IB Mathematics SL 4.2 Presentation of data AI HL Paper 2- Exam Style Questions- New Syllabus
The heights, \( h \), of 200 university students are documented in the table below.
| Height (cm) | Frequency |
|---|---|
| \(140 \leq h < 160\) | 11 |
| \(160 \leq h < 170\) | 51 |
| \(170 \leq h < 180\) | 68 |
| \(180 \leq h < 190\) | 47 |
| \(190 \leq h < 210\) | 23 |
(a) (i) Provide the mid-interval value for the range \( 140 \leq h < 160 \).
(ii) Compute an approximate mean height for the 200 students. [3]
(b) Utilize the cumulative frequency graph to approximate the interquartile range. [2]
Elena is a student included in the dataset, and her height is 204cm.
(c) Employ your result from part (b) to assess whether Elena’s height qualifies as an outlier for this data. Provide a justification for your assessment. [3]

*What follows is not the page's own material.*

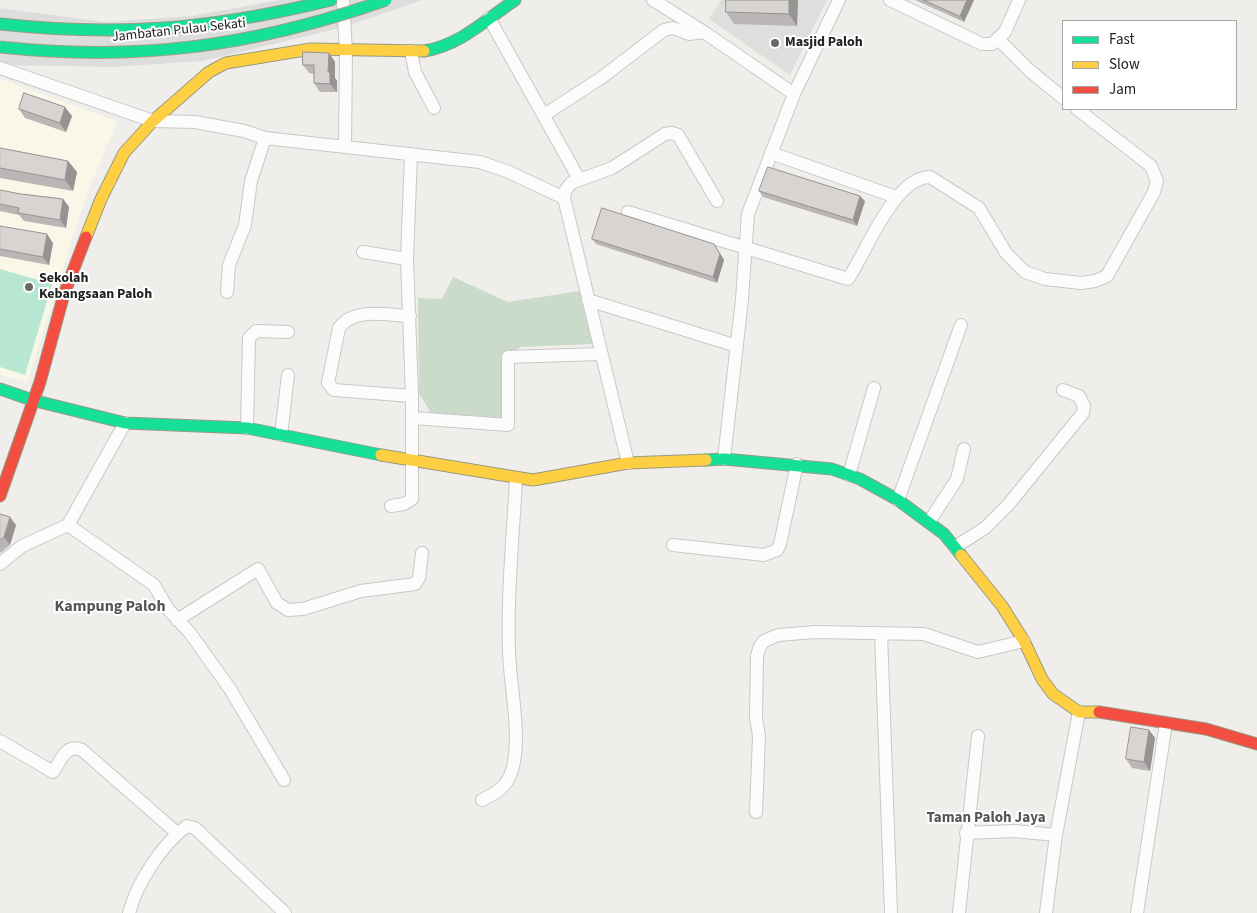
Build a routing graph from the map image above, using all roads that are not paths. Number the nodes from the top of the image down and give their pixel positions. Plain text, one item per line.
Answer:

It is hypothesized that the heights of university students conform to a normal distribution with a mean of 176cm and a standard deviation of 13.5cm.
A \(\chi^2\) goodness of fit test is planned to evaluate whether this sample of 200 students could reasonably be derived from an underlying distribution \( N(176, 13.5^2) \).
(d) State the null and alternative hypotheses for the test. [2]
As part of the test, the following table is prepared.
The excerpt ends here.